Los ciclistas con experiencia saben que la estrategia empieza antes de subirse a la bici. Una carga de carbohidratos de calidad el día anterior y el mismo día de la salida garantiza reservas llenas: pasta, arroz, avena o pan integral. Una vez en marcha, cada 45 o 60 minutos conviene ingerir un refuerzo energético. Aquí entran en juego geles energéticos y barritas: los primeros aportan glucosa y fructosa de absorción casi inmediata; las segundas dan saciedad y liberan energía de manera algo más sostenida. A ello se suma la hidratación constante, incluso antes de tener sed, para reponer agua y sales minerales que el sudor arrastra sin piedad.
La pájara no es un capricho del destino. Es hipoglucemia severa, un bajón súbito provocado por el agotamiento de las reservas de glucógeno en músculos e hígado. Dicho de otro modo, el ciclista se queda sin gasolina. El cuerpo, privado de su fuente principal de energía rápida, se desploma: mareos, visión borrosa, falta de concentración y una debilidad extrema que hace imposible mantener el ritmo. De ahí que muchos hablen de chocar contra una pared invisible: lo que antes era asequible se convierte en un suplicio.

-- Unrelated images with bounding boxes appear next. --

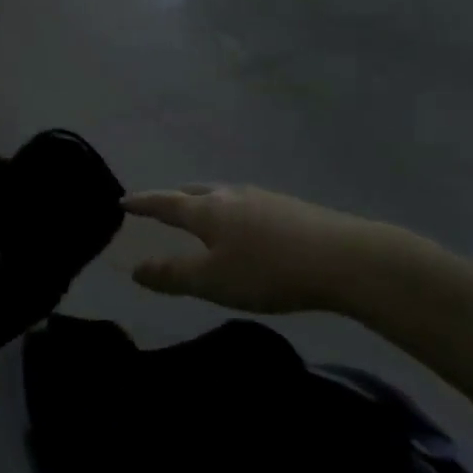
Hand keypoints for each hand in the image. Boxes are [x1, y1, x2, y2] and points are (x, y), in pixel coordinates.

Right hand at [122, 184, 412, 315]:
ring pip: (223, 196)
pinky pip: (248, 205)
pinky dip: (233, 213)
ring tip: (201, 217)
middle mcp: (231, 195)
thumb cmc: (269, 270)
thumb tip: (134, 269)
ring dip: (205, 204)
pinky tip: (246, 229)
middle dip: (173, 199)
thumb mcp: (212, 280)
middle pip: (194, 192)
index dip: (142, 203)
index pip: (164, 203)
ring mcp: (265, 198)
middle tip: (160, 207)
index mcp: (206, 210)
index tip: (122, 200)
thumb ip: (171, 275)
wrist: (349, 259)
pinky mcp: (292, 209)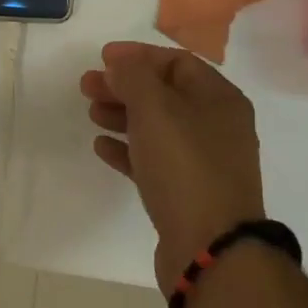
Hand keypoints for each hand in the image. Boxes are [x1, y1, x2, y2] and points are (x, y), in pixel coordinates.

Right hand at [81, 41, 266, 294]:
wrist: (211, 251)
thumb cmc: (185, 166)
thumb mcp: (155, 107)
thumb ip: (133, 76)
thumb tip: (120, 64)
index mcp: (220, 99)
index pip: (176, 61)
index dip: (138, 55)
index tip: (102, 58)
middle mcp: (217, 126)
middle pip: (164, 93)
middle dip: (124, 86)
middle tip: (87, 86)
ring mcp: (204, 163)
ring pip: (157, 127)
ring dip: (123, 115)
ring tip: (92, 114)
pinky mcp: (189, 195)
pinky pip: (154, 161)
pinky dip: (128, 149)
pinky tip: (102, 148)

Ese muro suele levantarse por varios motivos combinados. Una salida sin desayunar bien, retrasar demasiado la ingesta de comida en ruta, beber menos de lo necesario o pecar de optimismo al calcular fuerzas y terreno. El resultado es el mismo: la factura se paga a mitad de camino. Sin embargo, no es un destino inevitable. Con una preparación adecuada, la pájara deja de ser un enemigo imprevisible para convertirse en un riesgo controlado.

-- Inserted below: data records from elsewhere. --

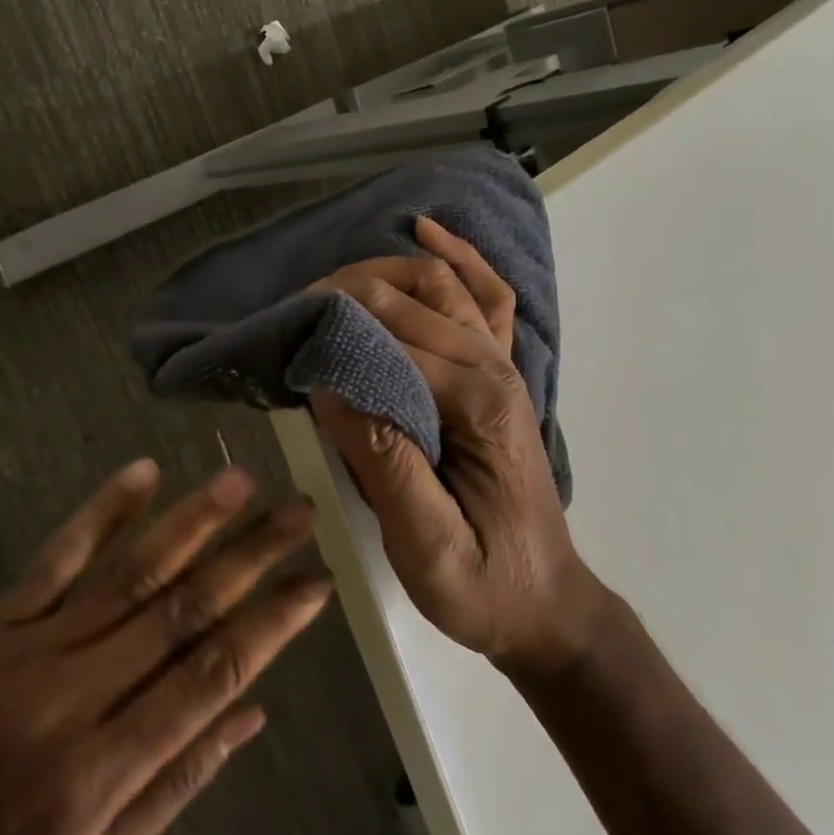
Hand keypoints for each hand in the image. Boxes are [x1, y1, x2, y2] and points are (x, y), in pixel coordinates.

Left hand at [0, 462, 329, 834]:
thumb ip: (177, 785)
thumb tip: (253, 714)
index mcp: (106, 768)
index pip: (211, 675)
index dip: (272, 624)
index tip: (317, 582)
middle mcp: (78, 694)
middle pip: (183, 610)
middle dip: (251, 556)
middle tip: (301, 511)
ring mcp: (35, 645)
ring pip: (131, 572)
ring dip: (191, 522)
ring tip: (242, 482)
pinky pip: (59, 555)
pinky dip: (104, 510)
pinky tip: (143, 473)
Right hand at [311, 218, 607, 678]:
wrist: (545, 603)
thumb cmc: (482, 585)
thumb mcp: (427, 550)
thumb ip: (384, 466)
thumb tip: (331, 388)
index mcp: (478, 406)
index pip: (395, 340)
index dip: (337, 330)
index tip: (288, 338)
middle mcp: (494, 369)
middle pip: (414, 299)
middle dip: (349, 292)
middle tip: (294, 310)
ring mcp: (503, 365)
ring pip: (444, 284)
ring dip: (387, 269)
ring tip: (333, 280)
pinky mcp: (500, 371)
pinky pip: (486, 297)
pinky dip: (458, 258)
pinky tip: (427, 231)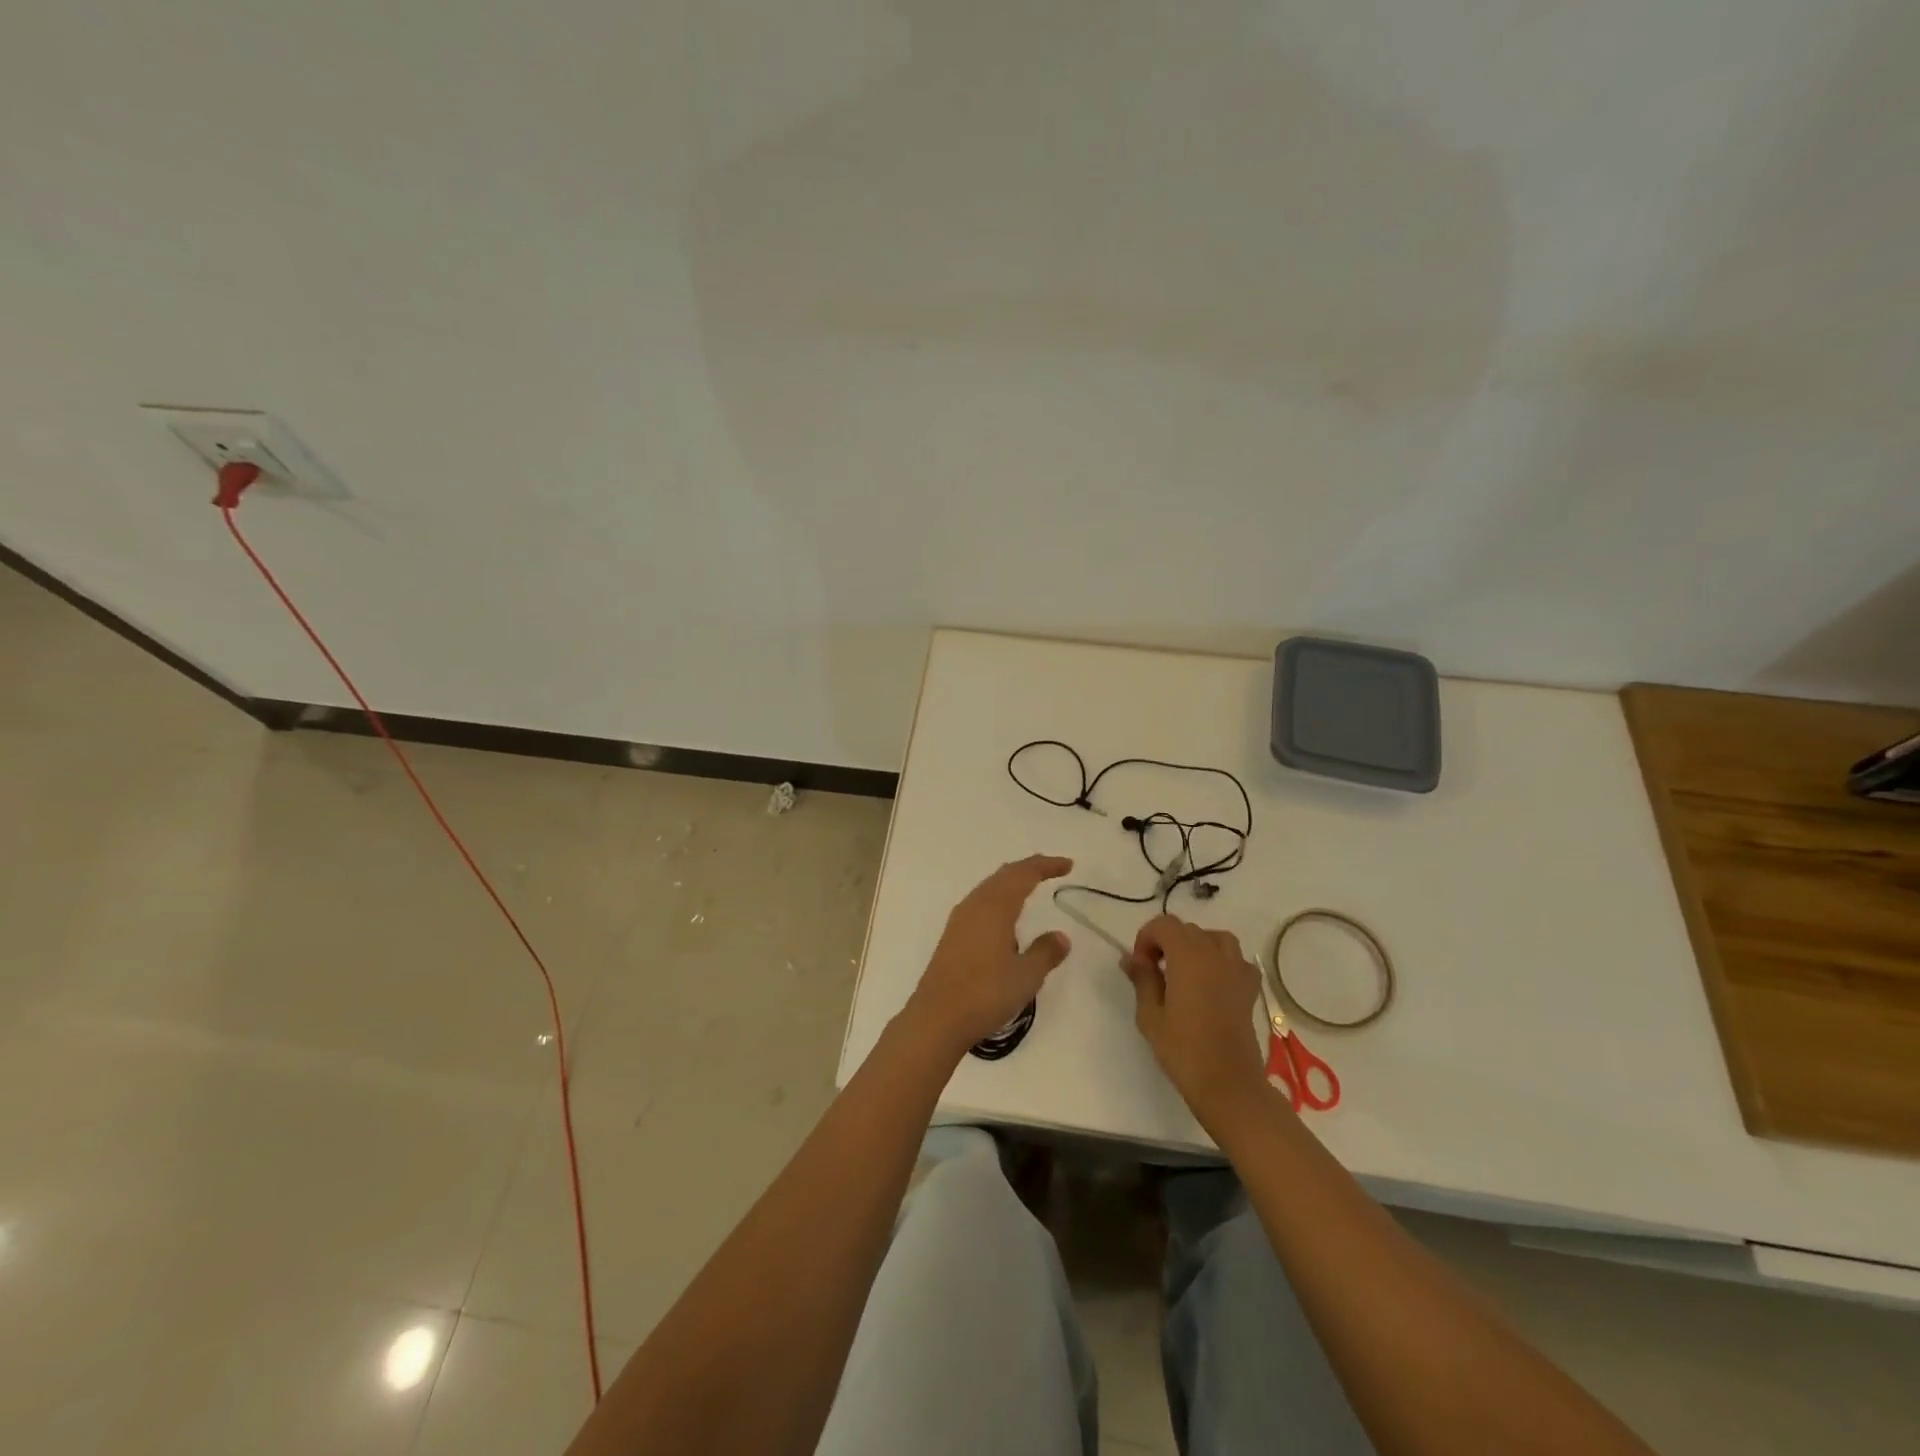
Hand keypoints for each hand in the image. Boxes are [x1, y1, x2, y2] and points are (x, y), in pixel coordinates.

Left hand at [906, 855, 1073, 1051]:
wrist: (936, 1018)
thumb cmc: (985, 994)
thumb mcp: (1026, 976)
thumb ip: (1045, 953)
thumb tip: (1061, 936)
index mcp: (995, 907)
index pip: (1023, 875)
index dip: (1046, 866)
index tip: (1068, 865)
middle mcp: (975, 906)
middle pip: (1004, 875)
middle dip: (1028, 868)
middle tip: (1051, 869)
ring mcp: (959, 920)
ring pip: (989, 888)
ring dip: (1011, 882)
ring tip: (1030, 886)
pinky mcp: (952, 936)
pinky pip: (980, 903)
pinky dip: (998, 897)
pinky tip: (1003, 916)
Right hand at [1121, 915, 1271, 1128]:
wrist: (1228, 1083)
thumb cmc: (1183, 1049)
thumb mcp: (1150, 1014)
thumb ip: (1142, 979)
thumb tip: (1131, 958)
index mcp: (1188, 956)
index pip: (1164, 925)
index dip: (1146, 938)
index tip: (1139, 966)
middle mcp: (1214, 955)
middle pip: (1187, 930)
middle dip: (1166, 943)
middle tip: (1154, 973)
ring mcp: (1236, 970)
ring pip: (1214, 938)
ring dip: (1195, 946)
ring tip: (1183, 971)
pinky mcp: (1249, 988)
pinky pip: (1236, 960)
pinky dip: (1222, 961)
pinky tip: (1213, 981)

Pero no todo depende de la química del cuerpo. El cerebro, cuando se queda sin suficiente glucosa, activa sus alarmas y multiplica la percepción del esfuerzo. De ahí que la pájara sea también un fenómeno mental. En ese estado, la mente puede hundir al ciclista en la desesperanza o servir como tabla de salvación. Técnicas como dividir la ruta en pequeños objetivos, controlar la respiración o visualizar metas intermedias pueden marcar la diferencia hasta que la energía ingerida empieza a surtir efecto.
¿Y si la pájara llega pese a todo? Lo primero es aceptar la evidencia: bajar el ritmo de inmediato. Luchar a golpe de orgullo contra el muro solo conduce a empeorar. El segundo paso es recurrir a un gel energético o una bebida isotónica, que suelen revertir los síntomas en cuestión de minutos. También ayuda tomarse un breve respiro, rodando suave para dar margen al cuerpo a asimilar lo ingerido. Y, salvo que la situación sea insostenible, conviene no abandonar: superar una pájara a ritmo reducido se convierte en una lección valiosa para el futuro.
Quien la ha sufrido sabe que la pájara enseña más que muchos entrenamientos. Obliga a respetar los límites del propio cuerpo, a planificar con rigor y a no menospreciar la exigencia de la ruta. Muchos ciclistas cuentan que después de su primera gran pájara cambiaron para siempre su forma de preparar las salidas. Descubrieron que la resistencia no es cuestión de fuerza bruta, sino de estrategia, nutrición y humildad.
Ese aprendizaje es quizá lo más valioso de todo: entender que el ciclismo no premia solo a quien tiene mejores piernas, sino a quien sabe escucharlas. Con una buena alimentación previa, un uso inteligente de geles y barritas, una hidratación constante y una mentalidad fuerte, ese muro invisible deja de ser una amenaza para convertirse en un reto superable. Lo que parecía una pared inquebrantable se revela como una lección de autoconocimiento.
Porque, al fin y al cabo, vencer la pájara no consiste solo en sobrevivir a ella, sino en transformarla en parte del viaje. Cada bajón superado añade un capítulo más a la historia del ciclista. Y en ese relato, lo que se recuerda no es la desesperación del muro, sino el momento en que, con un golpe de energía y un poco de coraje, se volvió a pedalear con la certeza de que ningún obstáculo invisible podrá detener del todo a quien sabe prepararse.